* **Task objective**: Extract each line from the entries below that has the string "arrow" in it.

^^^^^^^^

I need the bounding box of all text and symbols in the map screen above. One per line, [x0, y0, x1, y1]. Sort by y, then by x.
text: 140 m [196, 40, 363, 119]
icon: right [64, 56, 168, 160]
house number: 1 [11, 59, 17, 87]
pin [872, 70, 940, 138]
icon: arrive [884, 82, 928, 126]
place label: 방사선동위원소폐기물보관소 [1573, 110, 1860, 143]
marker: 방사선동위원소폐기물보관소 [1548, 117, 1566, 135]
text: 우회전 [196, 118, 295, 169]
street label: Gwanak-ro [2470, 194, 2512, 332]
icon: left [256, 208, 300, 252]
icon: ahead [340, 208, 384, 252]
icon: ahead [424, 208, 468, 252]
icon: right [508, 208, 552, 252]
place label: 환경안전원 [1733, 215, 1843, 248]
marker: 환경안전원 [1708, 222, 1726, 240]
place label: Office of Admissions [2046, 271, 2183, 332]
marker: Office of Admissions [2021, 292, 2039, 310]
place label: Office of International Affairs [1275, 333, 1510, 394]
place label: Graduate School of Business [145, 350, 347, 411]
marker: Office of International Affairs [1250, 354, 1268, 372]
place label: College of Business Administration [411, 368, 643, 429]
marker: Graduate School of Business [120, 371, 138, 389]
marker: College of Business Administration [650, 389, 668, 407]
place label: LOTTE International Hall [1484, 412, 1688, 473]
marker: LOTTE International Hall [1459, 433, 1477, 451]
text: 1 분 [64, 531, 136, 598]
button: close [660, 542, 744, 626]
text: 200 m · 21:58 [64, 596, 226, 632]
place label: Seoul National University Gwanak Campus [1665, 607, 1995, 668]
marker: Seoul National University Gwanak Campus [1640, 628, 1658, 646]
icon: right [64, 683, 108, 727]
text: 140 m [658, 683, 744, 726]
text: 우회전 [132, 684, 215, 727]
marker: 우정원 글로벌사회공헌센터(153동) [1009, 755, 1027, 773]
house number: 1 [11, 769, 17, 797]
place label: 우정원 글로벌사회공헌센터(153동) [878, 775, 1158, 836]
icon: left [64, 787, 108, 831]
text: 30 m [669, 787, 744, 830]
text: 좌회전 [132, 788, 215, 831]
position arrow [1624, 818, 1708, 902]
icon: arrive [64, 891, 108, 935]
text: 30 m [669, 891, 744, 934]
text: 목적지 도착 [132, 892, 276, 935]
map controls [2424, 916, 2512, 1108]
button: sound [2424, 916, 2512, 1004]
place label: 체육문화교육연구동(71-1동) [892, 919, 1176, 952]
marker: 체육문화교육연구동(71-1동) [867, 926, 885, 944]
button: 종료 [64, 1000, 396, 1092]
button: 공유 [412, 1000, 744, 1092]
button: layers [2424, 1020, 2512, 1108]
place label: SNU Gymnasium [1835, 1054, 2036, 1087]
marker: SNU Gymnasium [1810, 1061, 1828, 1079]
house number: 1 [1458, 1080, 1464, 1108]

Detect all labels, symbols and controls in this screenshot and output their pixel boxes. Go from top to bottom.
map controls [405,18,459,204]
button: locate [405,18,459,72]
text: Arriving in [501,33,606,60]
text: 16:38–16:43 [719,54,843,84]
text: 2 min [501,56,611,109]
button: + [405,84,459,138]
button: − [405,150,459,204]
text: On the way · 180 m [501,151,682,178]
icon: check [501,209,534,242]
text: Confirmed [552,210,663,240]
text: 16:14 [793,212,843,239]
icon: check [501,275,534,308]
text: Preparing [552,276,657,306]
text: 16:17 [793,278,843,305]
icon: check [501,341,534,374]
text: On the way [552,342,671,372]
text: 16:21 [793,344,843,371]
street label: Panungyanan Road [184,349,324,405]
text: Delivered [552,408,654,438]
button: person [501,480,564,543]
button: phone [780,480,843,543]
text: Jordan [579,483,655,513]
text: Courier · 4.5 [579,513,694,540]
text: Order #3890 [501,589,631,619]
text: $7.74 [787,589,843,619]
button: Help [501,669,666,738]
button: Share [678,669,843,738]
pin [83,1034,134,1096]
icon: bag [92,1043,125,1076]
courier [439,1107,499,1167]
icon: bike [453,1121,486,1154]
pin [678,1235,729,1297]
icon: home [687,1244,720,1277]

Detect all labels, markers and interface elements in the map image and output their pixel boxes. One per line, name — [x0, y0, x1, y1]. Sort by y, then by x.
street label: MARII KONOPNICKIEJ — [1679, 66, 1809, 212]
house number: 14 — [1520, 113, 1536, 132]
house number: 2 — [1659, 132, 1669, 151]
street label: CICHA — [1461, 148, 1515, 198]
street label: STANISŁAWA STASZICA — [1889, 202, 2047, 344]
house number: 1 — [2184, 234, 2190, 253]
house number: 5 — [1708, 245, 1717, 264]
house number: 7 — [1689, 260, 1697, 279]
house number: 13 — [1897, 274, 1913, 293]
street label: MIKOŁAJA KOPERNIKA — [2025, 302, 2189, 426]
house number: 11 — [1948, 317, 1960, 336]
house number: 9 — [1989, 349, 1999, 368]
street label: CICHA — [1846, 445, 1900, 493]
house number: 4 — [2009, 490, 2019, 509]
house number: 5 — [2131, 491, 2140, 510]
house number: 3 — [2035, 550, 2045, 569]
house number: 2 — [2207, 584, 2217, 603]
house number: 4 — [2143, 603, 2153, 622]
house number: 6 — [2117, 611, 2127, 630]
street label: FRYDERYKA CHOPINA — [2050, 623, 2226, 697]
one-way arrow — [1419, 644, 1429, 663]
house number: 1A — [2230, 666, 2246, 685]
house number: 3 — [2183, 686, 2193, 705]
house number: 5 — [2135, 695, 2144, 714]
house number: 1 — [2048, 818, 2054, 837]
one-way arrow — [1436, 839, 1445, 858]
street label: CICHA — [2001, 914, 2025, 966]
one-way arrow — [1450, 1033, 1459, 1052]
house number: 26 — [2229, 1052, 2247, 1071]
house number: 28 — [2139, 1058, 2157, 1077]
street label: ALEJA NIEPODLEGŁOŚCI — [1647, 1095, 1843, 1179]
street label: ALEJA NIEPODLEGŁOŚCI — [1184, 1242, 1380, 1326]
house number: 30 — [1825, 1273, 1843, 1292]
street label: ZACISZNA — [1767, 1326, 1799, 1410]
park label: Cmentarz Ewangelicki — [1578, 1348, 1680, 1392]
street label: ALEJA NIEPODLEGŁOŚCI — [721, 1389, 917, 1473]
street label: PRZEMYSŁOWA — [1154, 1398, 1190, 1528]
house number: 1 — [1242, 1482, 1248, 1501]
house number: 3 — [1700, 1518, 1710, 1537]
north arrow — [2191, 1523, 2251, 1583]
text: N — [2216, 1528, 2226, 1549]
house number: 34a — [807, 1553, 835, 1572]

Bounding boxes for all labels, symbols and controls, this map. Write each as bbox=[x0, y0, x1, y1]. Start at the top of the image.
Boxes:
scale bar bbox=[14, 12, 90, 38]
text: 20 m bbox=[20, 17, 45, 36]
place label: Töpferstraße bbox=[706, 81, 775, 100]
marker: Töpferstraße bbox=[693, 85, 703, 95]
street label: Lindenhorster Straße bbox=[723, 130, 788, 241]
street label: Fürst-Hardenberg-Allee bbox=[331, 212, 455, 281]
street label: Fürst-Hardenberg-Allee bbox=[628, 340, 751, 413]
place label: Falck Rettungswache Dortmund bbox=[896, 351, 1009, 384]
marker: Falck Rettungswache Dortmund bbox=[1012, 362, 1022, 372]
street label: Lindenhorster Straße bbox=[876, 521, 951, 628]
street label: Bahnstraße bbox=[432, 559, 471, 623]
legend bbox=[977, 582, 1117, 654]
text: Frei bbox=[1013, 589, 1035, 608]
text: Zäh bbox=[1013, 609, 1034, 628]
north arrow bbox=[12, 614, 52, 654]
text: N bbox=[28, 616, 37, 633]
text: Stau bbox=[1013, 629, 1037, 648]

^^^^^^^^

* **Output of the exercise**:
position arrow [1624, 818, 1708, 902]
one-way arrow — [1419, 644, 1429, 663]
one-way arrow — [1436, 839, 1445, 858]
one-way arrow — [1450, 1033, 1459, 1052]
north arrow — [2191, 1523, 2251, 1583]
north arrow bbox=[12, 614, 52, 654]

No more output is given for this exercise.